What to produce -> Output the data below exactly, without images.

Stored items ->
+ + +

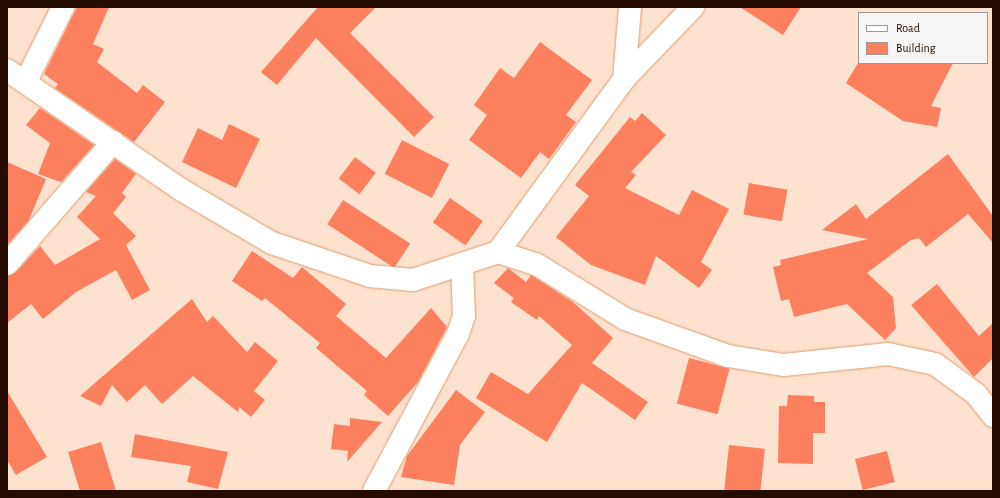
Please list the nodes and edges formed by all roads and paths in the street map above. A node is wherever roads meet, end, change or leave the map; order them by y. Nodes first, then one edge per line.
1 (63, 7) edge
2 (630, 7) edge
3 (693, 7) edge
4 (7, 70) edge
5 (624, 79) junction
6 (26, 81) junction
7 (113, 142) junction
8 (498, 252) junction
9 (7, 264) edge
10 (462, 264) junction
11 (993, 416) edge
12 (374, 491) edge

1 - 6 street
2 - 5 street
3 - 5 street
4 - 6 street
5 - 8 street
6 - 7 street
7 - 9 street
7 - 10 street
8 - 10 street
8 - 11 street
10 - 12 street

+ + +

Task response ->
Please list the nodes and edges formed by all roads and paths in the street map above. A node is wherever roads meet, end, change or leave the map; order them by y. Nodes first, then one edge per line.
1 (63, 7) edge
2 (630, 7) edge
3 (693, 7) edge
4 (7, 70) edge
5 (624, 79) junction
6 (26, 81) junction
7 (113, 142) junction
8 (498, 252) junction
9 (7, 264) edge
10 (462, 264) junction
11 (993, 416) edge
12 (374, 491) edge

1 - 6 street
2 - 5 street
3 - 5 street
4 - 6 street
5 - 8 street
6 - 7 street
7 - 9 street
7 - 10 street
8 - 10 street
8 - 11 street
10 - 12 street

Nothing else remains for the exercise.